(Dataset records)
◆ ◆ ◆ ◆ ◆

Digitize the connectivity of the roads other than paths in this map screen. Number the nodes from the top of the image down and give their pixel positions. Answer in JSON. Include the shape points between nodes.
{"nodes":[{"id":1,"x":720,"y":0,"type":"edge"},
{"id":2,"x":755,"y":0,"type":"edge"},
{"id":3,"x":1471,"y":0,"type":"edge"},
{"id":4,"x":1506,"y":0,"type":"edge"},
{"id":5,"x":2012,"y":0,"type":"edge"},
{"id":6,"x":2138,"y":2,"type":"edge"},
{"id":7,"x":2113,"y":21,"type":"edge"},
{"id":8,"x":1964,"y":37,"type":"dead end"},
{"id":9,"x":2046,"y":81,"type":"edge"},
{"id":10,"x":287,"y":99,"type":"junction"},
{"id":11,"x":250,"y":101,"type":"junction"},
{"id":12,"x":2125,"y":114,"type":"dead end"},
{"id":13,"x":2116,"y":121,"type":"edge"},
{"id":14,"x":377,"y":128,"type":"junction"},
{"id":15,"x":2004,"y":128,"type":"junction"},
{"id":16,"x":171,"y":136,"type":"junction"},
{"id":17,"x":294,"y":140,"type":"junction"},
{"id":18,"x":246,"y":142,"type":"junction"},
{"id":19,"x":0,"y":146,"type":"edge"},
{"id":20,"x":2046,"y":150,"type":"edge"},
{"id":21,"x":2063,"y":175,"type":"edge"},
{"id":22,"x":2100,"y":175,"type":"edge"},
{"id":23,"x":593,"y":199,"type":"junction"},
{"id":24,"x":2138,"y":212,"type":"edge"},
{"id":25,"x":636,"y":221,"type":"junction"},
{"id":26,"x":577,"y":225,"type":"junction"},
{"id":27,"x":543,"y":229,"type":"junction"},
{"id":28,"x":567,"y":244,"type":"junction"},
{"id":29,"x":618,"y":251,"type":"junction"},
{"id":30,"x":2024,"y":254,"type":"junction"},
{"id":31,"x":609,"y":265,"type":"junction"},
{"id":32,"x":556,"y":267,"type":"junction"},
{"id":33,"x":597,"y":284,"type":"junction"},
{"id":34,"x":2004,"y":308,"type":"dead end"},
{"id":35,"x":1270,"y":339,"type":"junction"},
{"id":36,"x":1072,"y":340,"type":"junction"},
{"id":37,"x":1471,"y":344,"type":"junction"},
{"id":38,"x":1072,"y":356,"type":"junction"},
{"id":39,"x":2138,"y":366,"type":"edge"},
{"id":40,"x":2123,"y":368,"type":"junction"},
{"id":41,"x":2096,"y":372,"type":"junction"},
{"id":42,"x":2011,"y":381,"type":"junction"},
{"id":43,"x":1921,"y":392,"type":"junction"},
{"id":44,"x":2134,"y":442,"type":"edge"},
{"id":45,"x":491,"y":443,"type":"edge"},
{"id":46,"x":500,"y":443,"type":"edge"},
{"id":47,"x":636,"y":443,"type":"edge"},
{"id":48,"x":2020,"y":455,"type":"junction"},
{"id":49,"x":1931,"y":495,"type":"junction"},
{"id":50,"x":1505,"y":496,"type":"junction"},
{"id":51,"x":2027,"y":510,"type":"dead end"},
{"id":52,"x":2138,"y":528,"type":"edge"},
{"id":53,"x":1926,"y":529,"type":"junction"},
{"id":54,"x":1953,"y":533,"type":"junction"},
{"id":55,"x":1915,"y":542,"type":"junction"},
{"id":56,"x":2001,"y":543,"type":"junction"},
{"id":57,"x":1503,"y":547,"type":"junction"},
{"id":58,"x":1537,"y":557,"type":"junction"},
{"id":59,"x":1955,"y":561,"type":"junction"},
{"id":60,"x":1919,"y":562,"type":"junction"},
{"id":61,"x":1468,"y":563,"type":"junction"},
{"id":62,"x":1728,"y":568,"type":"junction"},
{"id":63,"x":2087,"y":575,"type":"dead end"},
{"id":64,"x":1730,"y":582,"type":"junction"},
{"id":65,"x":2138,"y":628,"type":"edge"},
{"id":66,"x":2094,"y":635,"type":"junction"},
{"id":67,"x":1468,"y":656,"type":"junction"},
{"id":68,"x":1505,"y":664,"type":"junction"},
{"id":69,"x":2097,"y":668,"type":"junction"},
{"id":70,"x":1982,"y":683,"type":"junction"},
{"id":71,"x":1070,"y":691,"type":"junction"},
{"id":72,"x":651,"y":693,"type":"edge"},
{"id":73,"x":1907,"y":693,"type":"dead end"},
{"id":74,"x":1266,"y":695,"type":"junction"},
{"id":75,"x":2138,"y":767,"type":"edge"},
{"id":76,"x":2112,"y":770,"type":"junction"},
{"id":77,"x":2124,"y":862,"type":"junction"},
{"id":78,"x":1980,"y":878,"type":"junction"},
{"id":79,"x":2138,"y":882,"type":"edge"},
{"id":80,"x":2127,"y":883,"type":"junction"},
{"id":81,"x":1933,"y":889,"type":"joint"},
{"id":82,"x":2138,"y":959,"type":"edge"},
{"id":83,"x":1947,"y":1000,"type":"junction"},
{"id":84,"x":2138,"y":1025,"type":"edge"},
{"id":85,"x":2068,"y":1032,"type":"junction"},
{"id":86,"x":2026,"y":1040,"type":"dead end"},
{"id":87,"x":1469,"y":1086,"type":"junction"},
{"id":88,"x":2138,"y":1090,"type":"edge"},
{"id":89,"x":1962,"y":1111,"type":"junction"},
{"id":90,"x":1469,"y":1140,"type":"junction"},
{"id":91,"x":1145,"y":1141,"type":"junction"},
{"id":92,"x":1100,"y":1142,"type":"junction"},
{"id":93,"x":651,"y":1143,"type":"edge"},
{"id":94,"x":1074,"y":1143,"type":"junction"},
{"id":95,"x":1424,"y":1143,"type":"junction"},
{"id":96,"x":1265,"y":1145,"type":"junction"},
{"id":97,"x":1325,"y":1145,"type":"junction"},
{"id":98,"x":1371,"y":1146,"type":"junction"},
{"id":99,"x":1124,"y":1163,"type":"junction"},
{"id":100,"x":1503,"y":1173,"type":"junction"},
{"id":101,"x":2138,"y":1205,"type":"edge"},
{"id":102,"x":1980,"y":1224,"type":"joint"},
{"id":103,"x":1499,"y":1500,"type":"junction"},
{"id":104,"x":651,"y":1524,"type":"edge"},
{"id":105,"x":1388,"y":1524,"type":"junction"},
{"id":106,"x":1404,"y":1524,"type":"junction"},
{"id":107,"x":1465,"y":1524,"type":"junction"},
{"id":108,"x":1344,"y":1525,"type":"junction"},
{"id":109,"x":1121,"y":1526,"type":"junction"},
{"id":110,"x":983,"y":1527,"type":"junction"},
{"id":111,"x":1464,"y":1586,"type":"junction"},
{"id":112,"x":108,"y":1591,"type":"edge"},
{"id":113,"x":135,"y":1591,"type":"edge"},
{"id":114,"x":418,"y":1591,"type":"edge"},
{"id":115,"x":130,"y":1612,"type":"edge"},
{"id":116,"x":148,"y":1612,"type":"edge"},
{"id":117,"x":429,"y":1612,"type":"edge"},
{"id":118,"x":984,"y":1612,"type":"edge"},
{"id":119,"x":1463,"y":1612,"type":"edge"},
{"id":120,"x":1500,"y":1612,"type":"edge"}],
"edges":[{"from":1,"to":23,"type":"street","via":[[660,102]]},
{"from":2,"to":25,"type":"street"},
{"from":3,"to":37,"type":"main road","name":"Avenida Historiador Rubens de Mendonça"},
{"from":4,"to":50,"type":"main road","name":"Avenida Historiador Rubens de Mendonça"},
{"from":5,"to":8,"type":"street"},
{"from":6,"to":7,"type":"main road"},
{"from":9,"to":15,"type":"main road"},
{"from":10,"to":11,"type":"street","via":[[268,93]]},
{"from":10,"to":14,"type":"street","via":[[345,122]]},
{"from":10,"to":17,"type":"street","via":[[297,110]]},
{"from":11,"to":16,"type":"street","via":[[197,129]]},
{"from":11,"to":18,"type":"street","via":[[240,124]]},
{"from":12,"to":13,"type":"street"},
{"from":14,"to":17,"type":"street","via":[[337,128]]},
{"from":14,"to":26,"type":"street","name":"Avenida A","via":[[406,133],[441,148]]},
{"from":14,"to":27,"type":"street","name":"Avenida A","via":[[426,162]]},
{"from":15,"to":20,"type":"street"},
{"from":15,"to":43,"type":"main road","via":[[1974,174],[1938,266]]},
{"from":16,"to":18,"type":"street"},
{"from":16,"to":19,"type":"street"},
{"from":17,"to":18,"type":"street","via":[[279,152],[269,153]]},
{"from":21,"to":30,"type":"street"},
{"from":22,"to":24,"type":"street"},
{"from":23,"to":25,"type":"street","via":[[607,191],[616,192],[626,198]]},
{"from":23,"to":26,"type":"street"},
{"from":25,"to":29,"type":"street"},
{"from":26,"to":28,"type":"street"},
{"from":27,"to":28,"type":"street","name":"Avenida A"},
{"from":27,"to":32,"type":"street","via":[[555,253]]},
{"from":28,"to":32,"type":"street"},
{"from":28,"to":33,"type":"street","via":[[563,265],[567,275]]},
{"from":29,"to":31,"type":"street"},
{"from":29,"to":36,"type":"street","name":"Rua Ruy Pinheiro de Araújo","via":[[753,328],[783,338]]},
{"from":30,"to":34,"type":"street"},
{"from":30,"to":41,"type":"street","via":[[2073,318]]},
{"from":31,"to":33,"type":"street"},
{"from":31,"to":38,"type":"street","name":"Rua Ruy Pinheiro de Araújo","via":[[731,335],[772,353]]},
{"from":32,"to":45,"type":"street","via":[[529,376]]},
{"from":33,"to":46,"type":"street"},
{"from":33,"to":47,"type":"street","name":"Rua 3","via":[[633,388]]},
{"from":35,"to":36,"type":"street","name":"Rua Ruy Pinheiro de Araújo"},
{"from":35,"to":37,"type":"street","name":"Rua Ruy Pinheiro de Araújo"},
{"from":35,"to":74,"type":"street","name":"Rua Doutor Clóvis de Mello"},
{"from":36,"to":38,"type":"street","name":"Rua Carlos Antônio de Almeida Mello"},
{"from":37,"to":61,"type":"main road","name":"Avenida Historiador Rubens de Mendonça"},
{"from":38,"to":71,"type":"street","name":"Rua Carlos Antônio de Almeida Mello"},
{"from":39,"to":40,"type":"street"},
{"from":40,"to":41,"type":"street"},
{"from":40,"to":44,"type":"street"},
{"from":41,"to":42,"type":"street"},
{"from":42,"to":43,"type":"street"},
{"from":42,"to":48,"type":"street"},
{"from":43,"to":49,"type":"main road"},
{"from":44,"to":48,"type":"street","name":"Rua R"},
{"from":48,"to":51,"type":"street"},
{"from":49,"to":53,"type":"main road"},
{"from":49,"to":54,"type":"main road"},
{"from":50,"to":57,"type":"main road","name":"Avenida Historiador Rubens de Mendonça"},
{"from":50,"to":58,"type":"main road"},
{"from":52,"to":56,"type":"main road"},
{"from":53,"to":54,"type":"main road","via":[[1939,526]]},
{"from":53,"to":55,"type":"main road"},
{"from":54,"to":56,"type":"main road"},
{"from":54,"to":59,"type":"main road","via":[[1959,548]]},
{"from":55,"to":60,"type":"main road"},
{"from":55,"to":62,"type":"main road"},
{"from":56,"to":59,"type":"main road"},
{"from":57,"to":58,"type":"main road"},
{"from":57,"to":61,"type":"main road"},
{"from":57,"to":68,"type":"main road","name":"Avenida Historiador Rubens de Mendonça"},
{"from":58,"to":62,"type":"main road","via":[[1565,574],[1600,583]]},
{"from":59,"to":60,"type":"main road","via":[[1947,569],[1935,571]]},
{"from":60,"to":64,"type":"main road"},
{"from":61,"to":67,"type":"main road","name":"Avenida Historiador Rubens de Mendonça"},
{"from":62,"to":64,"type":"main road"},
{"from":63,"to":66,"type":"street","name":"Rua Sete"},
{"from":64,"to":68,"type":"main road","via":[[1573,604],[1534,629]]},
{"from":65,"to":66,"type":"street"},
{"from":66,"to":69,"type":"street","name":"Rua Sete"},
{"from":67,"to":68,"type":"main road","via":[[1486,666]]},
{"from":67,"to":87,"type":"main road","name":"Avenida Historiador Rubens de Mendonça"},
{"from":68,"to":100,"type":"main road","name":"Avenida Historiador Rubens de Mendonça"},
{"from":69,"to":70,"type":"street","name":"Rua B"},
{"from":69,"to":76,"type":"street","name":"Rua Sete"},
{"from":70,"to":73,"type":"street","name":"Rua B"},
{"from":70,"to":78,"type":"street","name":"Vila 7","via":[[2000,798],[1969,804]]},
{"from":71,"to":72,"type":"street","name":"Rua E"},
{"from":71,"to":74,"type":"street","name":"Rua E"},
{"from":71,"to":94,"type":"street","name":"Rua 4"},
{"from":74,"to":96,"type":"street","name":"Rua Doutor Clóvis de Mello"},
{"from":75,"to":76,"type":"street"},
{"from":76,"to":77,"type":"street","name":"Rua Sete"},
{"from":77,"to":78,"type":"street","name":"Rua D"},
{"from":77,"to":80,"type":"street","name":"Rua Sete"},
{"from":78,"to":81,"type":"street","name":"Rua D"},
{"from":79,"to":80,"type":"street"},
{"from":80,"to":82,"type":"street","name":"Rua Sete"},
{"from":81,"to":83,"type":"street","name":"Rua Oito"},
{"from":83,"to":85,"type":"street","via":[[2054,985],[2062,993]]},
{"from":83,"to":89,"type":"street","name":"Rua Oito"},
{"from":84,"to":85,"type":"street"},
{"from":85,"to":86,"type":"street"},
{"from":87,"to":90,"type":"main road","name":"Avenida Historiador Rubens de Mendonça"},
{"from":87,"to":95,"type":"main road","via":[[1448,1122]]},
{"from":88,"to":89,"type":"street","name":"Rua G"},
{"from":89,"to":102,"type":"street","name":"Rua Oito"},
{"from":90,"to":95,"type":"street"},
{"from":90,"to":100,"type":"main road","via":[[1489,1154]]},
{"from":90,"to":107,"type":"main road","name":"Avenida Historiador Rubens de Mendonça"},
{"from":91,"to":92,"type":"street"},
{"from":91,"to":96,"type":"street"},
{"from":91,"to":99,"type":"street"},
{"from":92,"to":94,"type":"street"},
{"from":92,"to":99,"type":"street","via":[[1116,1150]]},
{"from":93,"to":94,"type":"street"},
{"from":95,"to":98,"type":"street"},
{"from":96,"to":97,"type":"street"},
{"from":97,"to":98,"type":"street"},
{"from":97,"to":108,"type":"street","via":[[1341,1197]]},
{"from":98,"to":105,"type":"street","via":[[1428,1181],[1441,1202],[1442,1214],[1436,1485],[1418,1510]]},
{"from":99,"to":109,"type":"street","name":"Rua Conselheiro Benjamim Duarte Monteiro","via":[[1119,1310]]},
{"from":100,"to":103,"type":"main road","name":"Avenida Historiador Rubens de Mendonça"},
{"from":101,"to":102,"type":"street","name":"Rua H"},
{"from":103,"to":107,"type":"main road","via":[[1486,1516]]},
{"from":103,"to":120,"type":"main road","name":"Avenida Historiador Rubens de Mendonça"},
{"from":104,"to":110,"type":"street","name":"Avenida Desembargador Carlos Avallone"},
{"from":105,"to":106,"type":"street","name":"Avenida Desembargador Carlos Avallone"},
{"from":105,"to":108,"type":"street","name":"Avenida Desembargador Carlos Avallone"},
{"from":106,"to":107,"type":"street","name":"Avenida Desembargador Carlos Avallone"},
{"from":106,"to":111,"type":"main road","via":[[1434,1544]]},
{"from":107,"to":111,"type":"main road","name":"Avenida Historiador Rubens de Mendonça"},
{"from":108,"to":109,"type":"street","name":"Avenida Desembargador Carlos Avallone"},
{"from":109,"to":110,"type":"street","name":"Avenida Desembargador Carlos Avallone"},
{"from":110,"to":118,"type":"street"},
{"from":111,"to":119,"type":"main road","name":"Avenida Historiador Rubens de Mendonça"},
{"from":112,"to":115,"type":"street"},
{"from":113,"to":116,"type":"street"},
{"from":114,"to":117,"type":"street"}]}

◆ ◆ ◆ ◆ ◆

Within the entries, how many lines contain the word "Sete"? Answer with a number alone.

6